**TRY IT**
Images are to be left out when the records below are printed word for word.

DATASET RECORDS Start Marker

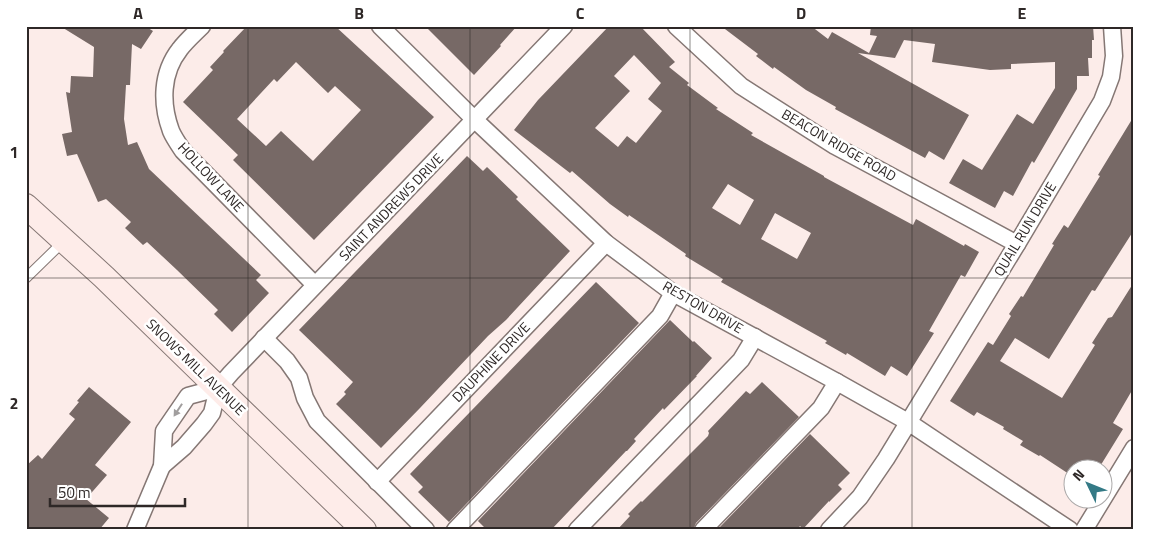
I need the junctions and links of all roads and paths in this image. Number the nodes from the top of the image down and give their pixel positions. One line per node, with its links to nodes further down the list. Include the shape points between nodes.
1 (202, 26): 12 (street, HOLLOW LANE, via 179,50 168,69 163,90 165,112 172,133 183,152)
2 (380, 26): 6 (street, RESTON DRIVE)
3 (564, 26): 6 (street, SAINT ANDREWS DRIVE)
4 (676, 26): 10 (street, BEACON RIDGE ROAD, via 741,86 803,126)
5 (1112, 26): 10 (street, QUAIL RUN DRIVE, via 1114,56 1111,77 1102,101)
6 (475, 120): 9 (street, RESTON DRIVE); 12 (street, SAINT ANDREWS DRIVE)
7 (26, 206): 8 (main road, SNOWS MILL AVENUE)
8 (64, 241): 11 (lane); 17 (main road, SNOWS MILL AVENUE)
9 (606, 243): 13 (street, RESTON DRIVE); 21 (street, DAUPHINE DRIVE)
10 (1017, 244): 18 (street, QUAIL RUN DRIVE)
11 (26, 278)
12 (315, 285): 15 (street, SAINT ANDREWS DRIVE)
13 (673, 293): 14 (street, RESTON DRIVE); 25 (street, via 660,316)
14 (755, 337): 16 (street, RESTON DRIVE); 26 (street, via 741,360)
15 (264, 338): 17 (street, SAINT ANDREWS DRIVE); 21 (street, via 300,378 305,398 317,422)
16 (837, 382): 18 (street, RESTON DRIVE); 27 (street, via 821,408)
17 (218, 388): 20 (street, via 212,413 184,447); 20 (street, one-way to 20, via 188,396 164,431); 23 (main road, SNOWS MILL AVENUE)
18 (908, 422): 28 (street, QUAIL RUN DRIVE, via 860,497); 29 (street, RESTON DRIVE)
19 (1134, 448): 30 (street)
20 (162, 466): 22 (street)
21 (377, 482): 24 (street)
22 (135, 530)
23 (364, 530)
24 (426, 530)
25 (455, 530)
26 (577, 530)
27 (703, 530)
28 (829, 530)
29 (1070, 530)
30 (1084, 530)

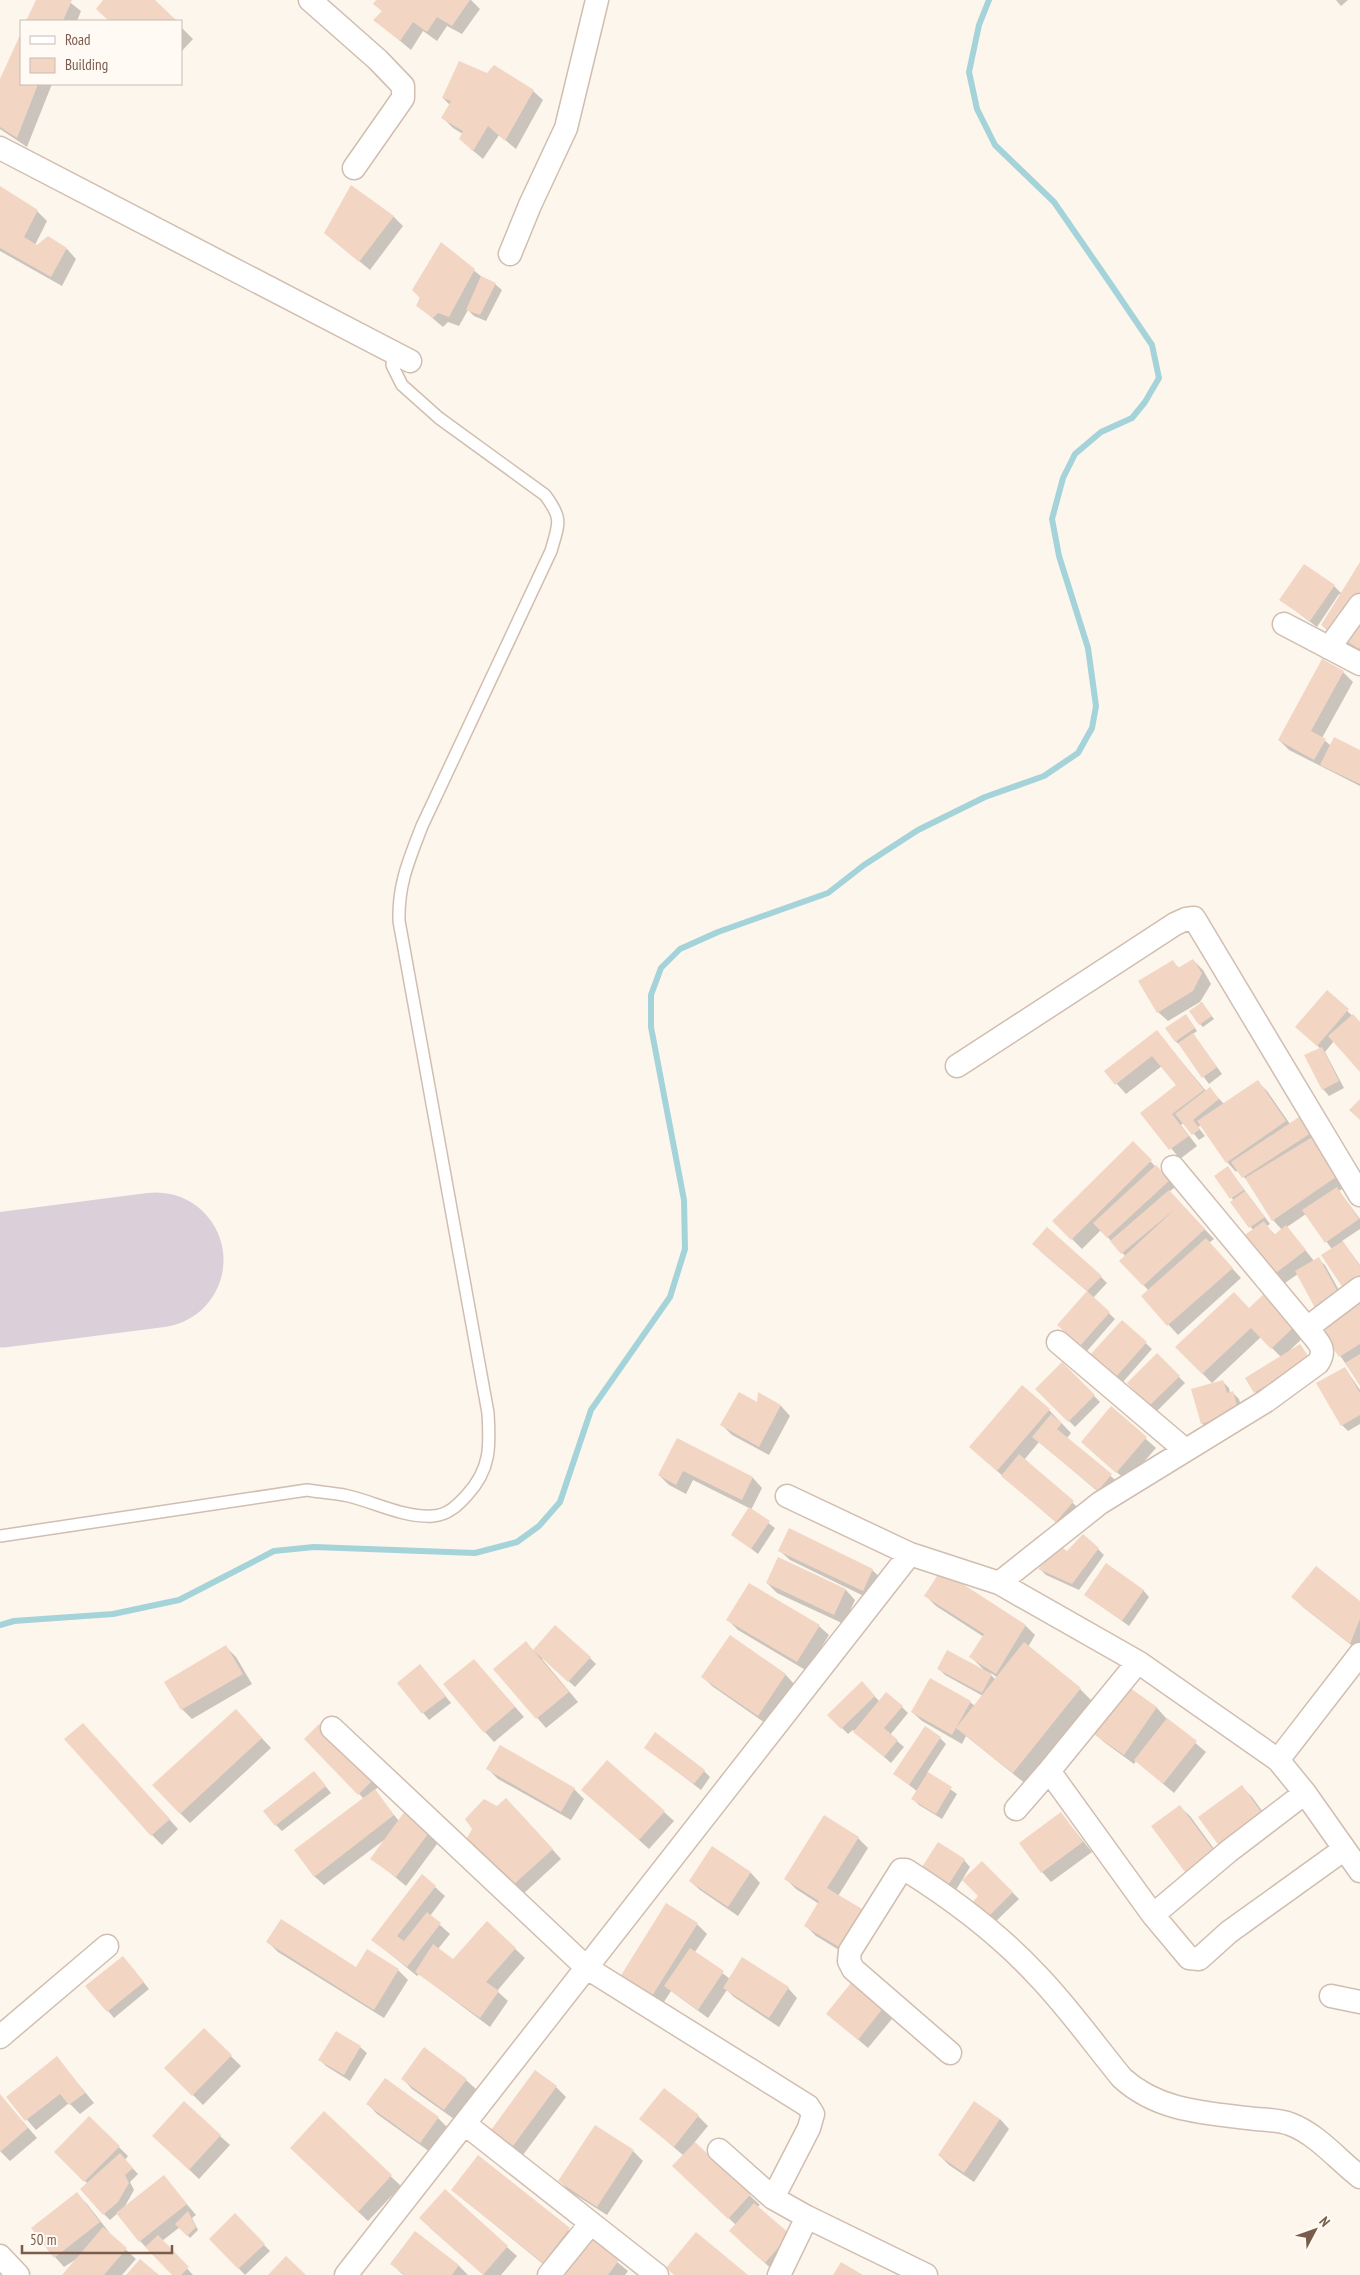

DATASET RECORDS End Marker

**ANSWER BELOW**
I need the junctions and links of all roads and paths in this image. Number the nodes from the top of the image down and give their pixel positions. One line per node, with its links to nodes further down the list. Include the shape points between nodes.
1 (202, 26): 12 (street, HOLLOW LANE, via 179,50 168,69 163,90 165,112 172,133 183,152)
2 (380, 26): 6 (street, RESTON DRIVE)
3 (564, 26): 6 (street, SAINT ANDREWS DRIVE)
4 (676, 26): 10 (street, BEACON RIDGE ROAD, via 741,86 803,126)
5 (1112, 26): 10 (street, QUAIL RUN DRIVE, via 1114,56 1111,77 1102,101)
6 (475, 120): 9 (street, RESTON DRIVE); 12 (street, SAINT ANDREWS DRIVE)
7 (26, 206): 8 (main road, SNOWS MILL AVENUE)
8 (64, 241): 11 (lane); 17 (main road, SNOWS MILL AVENUE)
9 (606, 243): 13 (street, RESTON DRIVE); 21 (street, DAUPHINE DRIVE)
10 (1017, 244): 18 (street, QUAIL RUN DRIVE)
11 (26, 278)
12 (315, 285): 15 (street, SAINT ANDREWS DRIVE)
13 (673, 293): 14 (street, RESTON DRIVE); 25 (street, via 660,316)
14 (755, 337): 16 (street, RESTON DRIVE); 26 (street, via 741,360)
15 (264, 338): 17 (street, SAINT ANDREWS DRIVE); 21 (street, via 300,378 305,398 317,422)
16 (837, 382): 18 (street, RESTON DRIVE); 27 (street, via 821,408)
17 (218, 388): 20 (street, via 212,413 184,447); 20 (street, one-way to 20, via 188,396 164,431); 23 (main road, SNOWS MILL AVENUE)
18 (908, 422): 28 (street, QUAIL RUN DRIVE, via 860,497); 29 (street, RESTON DRIVE)
19 (1134, 448): 30 (street)
20 (162, 466): 22 (street)
21 (377, 482): 24 (street)
22 (135, 530)
23 (364, 530)
24 (426, 530)
25 (455, 530)
26 (577, 530)
27 (703, 530)
28 (829, 530)
29 (1070, 530)
30 (1084, 530)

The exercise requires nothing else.